- _The problem_:
Which of the lines below contain the string "Кеменгерұлы"? Copy each one.

+++

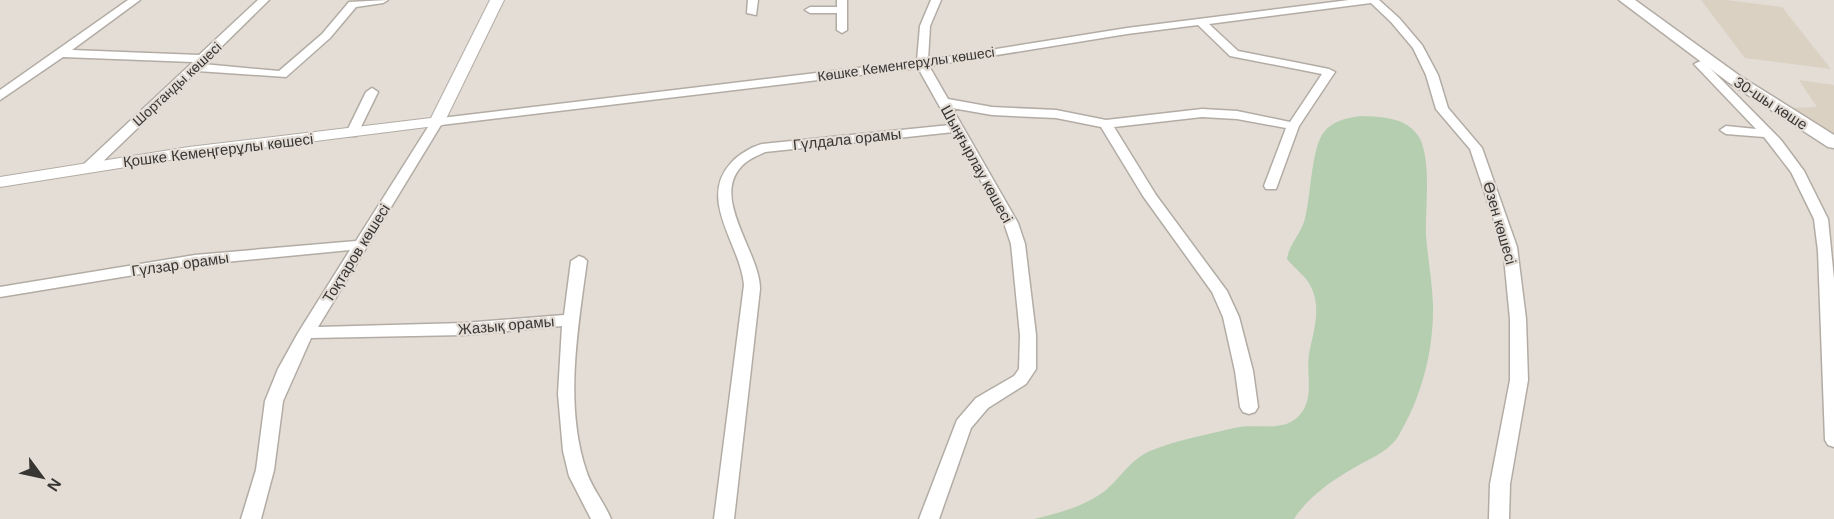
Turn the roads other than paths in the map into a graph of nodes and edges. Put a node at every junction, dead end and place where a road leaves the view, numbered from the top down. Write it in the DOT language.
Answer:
graph roads {
  1 [pos="135,0"];
  2 [pos="264,0"];
  3 [pos="383,0"];
  4 [pos="497,0"];
  5 [pos="753,0"];
  6 [pos="936,0"];
  7 [pos="1373,0"];
  8 [pos="1626,0"];
  9 [pos="842,5"];
  10 [pos="810,10"];
  11 [pos="752,13"];
  12 [pos="1201,22"];
  13 [pos="842,30"];
  14 [pos="59,53"];
  15 [pos="1708,62"];
  16 [pos="201,63"];
  17 [pos="922,64"];
  18 [pos="372,92"];
  19 [pos="0,96"];
  20 [pos="942,102"];
  21 [pos="437,122"];
  22 [pos="1106,124"];
  23 [pos="1293,126"];
  24 [pos="957,128"];
  25 [pos="1726,130"];
  26 [pos="352,133"];
  27 [pos="1767,134"];
  28 [pos="1834,143"];
  29 [pos="89,167"];
  30 [pos="0,182"];
  31 [pos="1271,186"];
  32 [pos="360,245"];
  33 [pos="579,261"];
  34 [pos="0,292"];
  35 [pos="571,320"];
  36 [pos="306,333"];
  37 [pos="1831,346"];
  38 [pos="1249,407"];
  39 [pos="1834,441"];
  40 [pos="251,519"];
  41 [pos="601,519"];
  42 [pos="724,519"];
  43 [pos="929,519"];
  44 [pos="1499,519"];
  1 -- 14 [label="street"];
  2 -- 16 [label="street, Шортанды көшесі"];
  3 -- 16 [label="street"];
  4 -- 21 [label="street, Тоқтаров көшесі"];
  5 -- 11 [label="street"];
  6 -- 17 [label="street"];
  7 -- 12 [label="street, Көшке Кеменгерұлы көшесі"];
  7 -- 44 [label="street, Өзен көшесі"];
  8 -- 15 [label="main road"];
  9 -- 10 [label="street"];
  9 -- 13 [label="street"];
  12 -- 17 [label="street, Көшке Кеменгерұлы көшесі"];
  12 -- 23 [label="street"];
  14 -- 16 [label="street"];
  14 -- 19 [label="street"];
  15 -- 27 [label="street"];
  15 -- 28 [label="main road, 30-шы көше"];
  16 -- 29 [label="street, Шортанды көшесі"];
  17 -- 20 [label="street, Шыңғырлау көшесі"];
  17 -- 21 [label="street, Көшке Кеменгерұлы көшесі"];
  18 -- 26 [label="street"];
  20 -- 22 [label="street"];
  20 -- 24 [label="street, Шыңғырлау көшесі"];
  21 -- 26 [label="street, Қошке Кемеңгерұлы көшесі"];
  21 -- 32 [label="street, Тоқтаров көшесі"];
  22 -- 23 [label="street"];
  22 -- 38 [label="street"];
  23 -- 31 [label="street"];
  24 -- 42 [label="street, Гүлдала орамы"];
  24 -- 43 [label="street, Шыңғырлау көшесі"];
  25 -- 27 [label="street"];
  26 -- 29 [label="street, Қошке Кемеңгерұлы көшесі"];
  27 -- 37 [label="street"];
  29 -- 30 [label="street, Қошке Кемеңгерұлы көшесі"];
  32 -- 34 [label="street, Гүлзар орамы"];
  32 -- 36 [label="street, Тоқтаров көшесі"];
  33 -- 35 [label="street"];
  35 -- 36 [label="street, Жазық орамы"];
  35 -- 41 [label="street, Жазық орамы"];
  36 -- 40 [label="street, Тоқтаров көшесі"];
  37 -- 39 [label="street"];
}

+++

- _Solution below_:
  7 -- 12 [label="street, Көшке Кеменгерұлы көшесі"];
  12 -- 17 [label="street, Көшке Кеменгерұлы көшесі"];
  17 -- 21 [label="street, Көшке Кеменгерұлы көшесі"];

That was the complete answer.